Fortunately, two practitioners reminded me at that time to study the Fa more and look inward to let go of my attachments of resentment and jealousy. I calmed down and focused on Fa study. I realized that I should look inward unconditionally. All the negative comments were to remind me to let go of sentimentality for my mother. Sentimentality is unstable and should be replaced with compassion. As for the tribulation we came across, Master explained it in Zhuan Falun:
“It is precisely when evil intervenes in your life that you can demonstrate your spiritual resolve, your discernment, your ability to stay on track, and your commitment to one practice. The spiritual journey tries men’s souls, and only the most devout make it through.” (The Sixth Talk, Zhuan Falun)
When I let go of my attachments, the situation changed. Many fellow practitioners took turns sending forth righteous thoughts for my mother. Through sharing we also reached a common understanding that the persecution of my mother was not her own issue; that we should form a whole body and deny the old forces' persecution with our righteous thoughts.
Some practitioners collected the names and phone numbers of the perpetrators responsible for the persecution of my mother and published them on the Minghui website. Some encouraged me to persuade my family members who were non-practitioners to participate in the rescue as well.

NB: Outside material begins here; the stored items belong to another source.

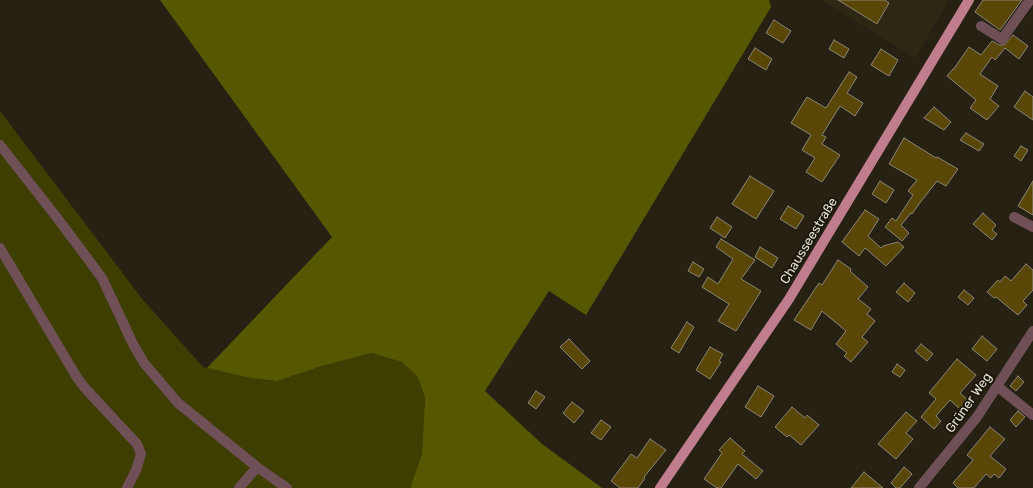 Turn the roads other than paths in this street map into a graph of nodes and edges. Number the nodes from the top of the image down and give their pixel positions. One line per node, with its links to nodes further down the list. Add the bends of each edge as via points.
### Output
1 (969, 0): 15 (main road, Chausseestraße, via 789,299)
2 (1030, 0): 3 (street, via 1002,39)
3 (981, 26)
4 (0, 145): 11 (street, via 102,278 144,363 178,403)
5 (1014, 217): 6 (street)
6 (1033, 227)
7 (0, 248): 12 (street, via 76,376 137,444 141,454)
8 (1033, 330): 9 (street, Grüner Weg)
9 (997, 386): 10 (street); 16 (street, Grüner Weg, via 978,417)
10 (1033, 415)
11 (257, 467): 13 (street); 14 (street)
12 (127, 488)
13 (239, 488)
14 (287, 488)
15 (660, 488)
16 (920, 488) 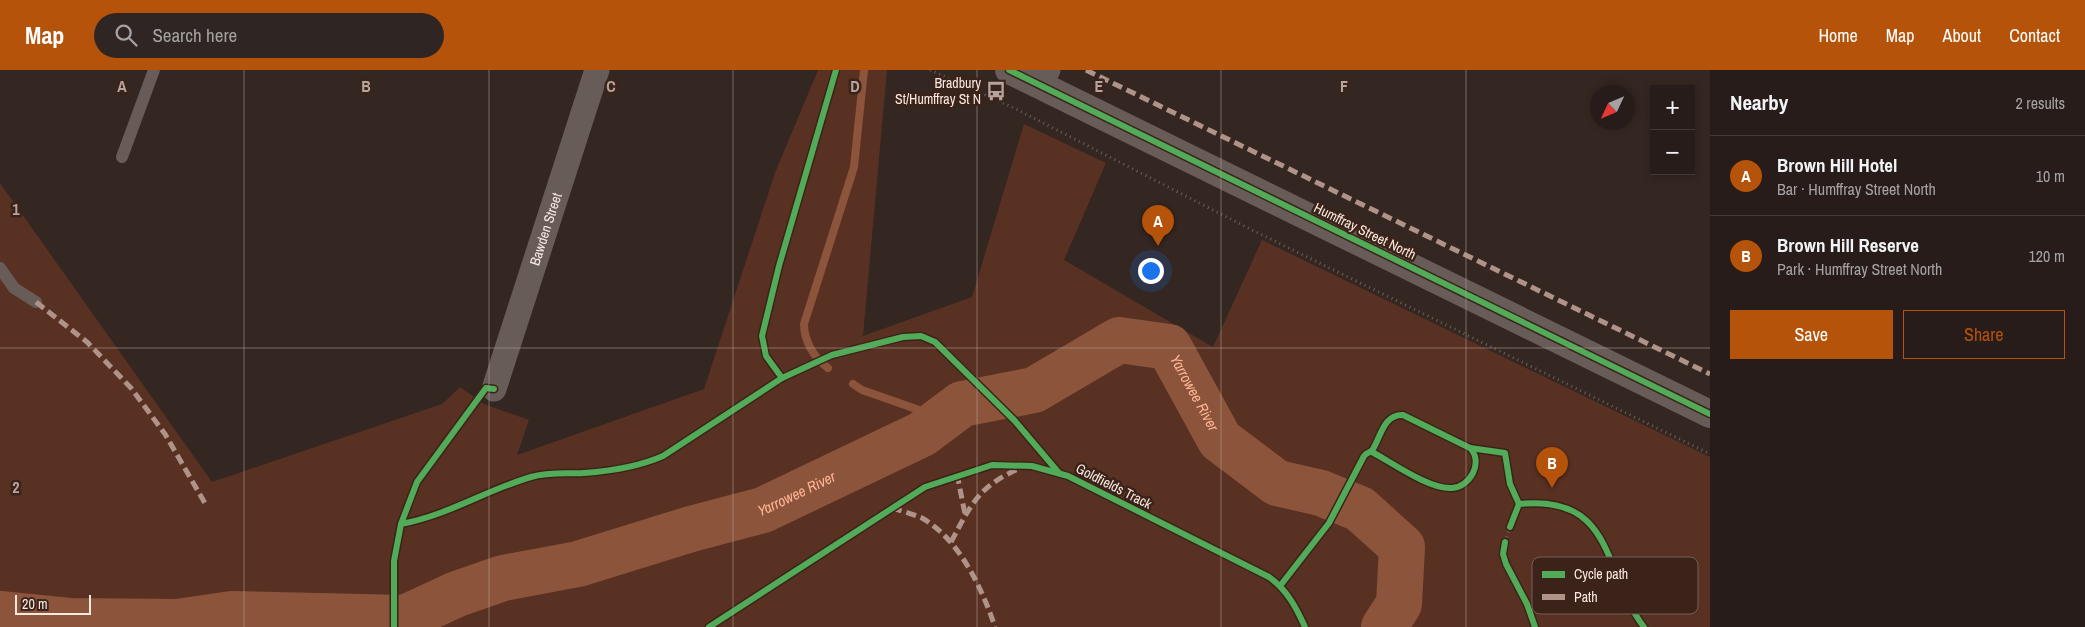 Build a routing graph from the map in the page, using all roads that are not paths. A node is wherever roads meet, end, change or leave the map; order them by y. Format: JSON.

When I knew that my mother was staying solid in cultivation and clarified the truth in the detention center, I entirely gave up all my worries. I knew she was doing things in line with Master's requirements and would get out soon. Less than one month later, she broke out of that black den with her righteous thoughts; the form it took was the illusion of illness karma.
This is the final period of Fa-rectification. I still have many attachments that need to be relinquished. Only by grasping this last chance and strictly requiring myself to think and act in line with the principles of Truthfulness-Compassion-Forbearance, can I return to my home in heaven with Master!